Robert O’Brien – Luthier & Teacher
O’Brien Guitars – Parker, Colorado USA
Maker of fine classical and steel string acoustic guitars
Having admired Robert’s work and teaching technique from afar, I felt honoured when he agreed to take part in this interview. See some of Robert’s helpful videos in my other pages on YouTube and O’Brien Guitars website (link above). Check out the pictures throughout this post for a beautiful example of Robert’s Custom Ukulele Luthiery.
Tell me about your journey… Were you a player first? What inspired you to take the plunge and build?
Probably like most of us that get involved in building musical instruments, I had woodworking experience and played guitar. The next step is to build your own instrument. So, while living in Brazil I had the opportunity of learning from Antonio Tessarin, one of the most highly regarded Brazilian luthiers.
In the beginning what was the building process like? Were there any unforeseen events?
I was very fortunate in that I had a great teacher. I didn’t have to try and learn on my own from a book or video. This shaved years off the learning curve and probably saved me a ton of money as well. Don’t get me wrong. I made my share of mistakes! haha In fact, I tell my students that come to study with me in my shop that the only reason I am able to teach is that I have made every mistake that can be made at least twice!
What choices were you faced with during the build process?
The biggest problem I faced was space. I was living with my wife in São Paulo, a city of 18 million plus people, in a small studio apartment. I had a small bench, some power and hand tools as well as all my supplies in the apartment with us. I don’t know how I am still married but I am! I remember spending long hours building guitars on our small kitchen island. I even finished the guitars in that apartment. My work area was so small I could stand in the middle of the floor and touch all four walls. My second biggest problem was access to building materials as well as tools and jigs. Everything I had, needed to be imported at great expense.

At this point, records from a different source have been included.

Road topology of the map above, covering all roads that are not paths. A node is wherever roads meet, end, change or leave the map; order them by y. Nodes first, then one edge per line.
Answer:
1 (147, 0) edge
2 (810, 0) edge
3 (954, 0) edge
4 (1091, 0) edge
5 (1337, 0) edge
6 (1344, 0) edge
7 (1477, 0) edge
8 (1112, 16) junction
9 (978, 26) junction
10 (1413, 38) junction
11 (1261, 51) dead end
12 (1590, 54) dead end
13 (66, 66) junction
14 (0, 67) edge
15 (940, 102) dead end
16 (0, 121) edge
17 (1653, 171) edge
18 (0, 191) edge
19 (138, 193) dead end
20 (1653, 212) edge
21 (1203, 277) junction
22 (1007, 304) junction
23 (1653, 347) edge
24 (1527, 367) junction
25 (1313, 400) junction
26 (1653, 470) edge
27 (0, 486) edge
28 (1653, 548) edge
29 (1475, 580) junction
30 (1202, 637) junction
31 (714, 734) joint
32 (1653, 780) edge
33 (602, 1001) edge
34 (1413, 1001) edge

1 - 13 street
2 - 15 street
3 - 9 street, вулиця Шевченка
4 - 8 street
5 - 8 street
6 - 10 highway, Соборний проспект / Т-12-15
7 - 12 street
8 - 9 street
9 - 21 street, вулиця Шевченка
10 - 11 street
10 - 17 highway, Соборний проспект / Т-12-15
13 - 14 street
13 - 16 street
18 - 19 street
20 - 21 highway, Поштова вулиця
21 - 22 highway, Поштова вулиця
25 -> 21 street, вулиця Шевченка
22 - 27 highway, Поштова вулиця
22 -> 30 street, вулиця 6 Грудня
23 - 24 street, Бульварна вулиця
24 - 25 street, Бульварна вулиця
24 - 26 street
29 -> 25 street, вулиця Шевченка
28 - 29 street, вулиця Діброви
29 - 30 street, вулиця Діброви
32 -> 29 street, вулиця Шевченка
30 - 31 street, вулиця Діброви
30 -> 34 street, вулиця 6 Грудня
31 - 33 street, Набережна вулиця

What advice did you seek and where did you get it?
As I mentioned earlier, I had a great teacher, Antonio Tessarin. I learned how to build classical guitars under his watchful eye. I would take two subway trains out to his side of town, usually while carrying my materials, and then walk another mile or so to his house. I did this every Saturday afternoon for a couple of years. He would set his projects aside and give me his attention and knowledge. I am still trying to repay that debt!
What about the results of your first attempts at building? Were you delighted or devastated?
Fortunately my very first guitar was as good if not better than the high-end guitar I had been playing for a number of years. I attribute this to the great teacher I had. With the good foundation I got, I have been able to improve on every instrument I have made. Of course some turn out better than others but I have been blessed in the results department.
What motivated you to continue and become a professional luthier?
Good question. I never wanted to be a professional luthier. I saw first hand how
difficult it was to make a full-time living at this profession. Antonio used to
jokingly tell me that lutherie is not a profession but rather punishment! In
2003 I lost a tech job and decided to contact a local college that had a great
woodworking program. I wanted to improve my period furniture skills. I was asked
to bring a sample of my work. I took in a guitar. Upon opening the case the
director asked me if I wanted to teach. That is how my lutherie career began, as
a teacher. I started a lutherie program within the woodworking department. The
first year we had 11 students. When I left the college to go out on my own we
had over 100 students a semester in a variety of classes: classical, steel
string, electric, ukulele, mandolin and violin building, drum making, setup and
repair, and instrument finishing. It was quite the experience with a ton of
stories. I stopped counting the number of guitars my students built when we
reached 500. Since leaving the college I now give classes in my personal shop to
people from all over the world. This year alone (2014) I am expecting students
from Brazil, Taiwan, Italy, Belgium, Canada and of course the Untied States.
Where are you now with your luthiery and what do you see for the future?
I almost consider myself more of a teacher of lutherie than a luthier as I am so busy teaching others these days to build their own instruments. Of course I still produce my own instruments for clients and dealers but the demand for teaching others how to build is really increasing. So much so that I launched online courses via my website to help meet the demand. These courses are very detailed and cover every step in the guitar building and finishing process for classical, steel string and electric guitars. I also have courses on tool sharpening, rosette making and finishing. This together with making videos for my popular Luthier Tips du Jour video series on Yotube keeps me very busy. Did I mention that I have two kids that play hockey? Now that’s a full-time job all by itself! I think the future of lutherie is very bright. However, finding high quality materials is becoming somewhat of an issue due to supply and demand as well as environmental aspects.
How about an insight into your luthier’s philosophy? Do you have a message to the amateur luthier community?
I am often asked if it is possible to make a living as a luthier. Well, in my case it has worked out but you have to pay your dues. A wise friend once told me that it doesn’t matter what you do in life. What is important is that you become the very best at what you do. People will then seek out your services. The learning curve for luthiers is very long but I encourage anyone embarking on this journey to enjoy the ride. It can be a very rewarding experience. Happy Building!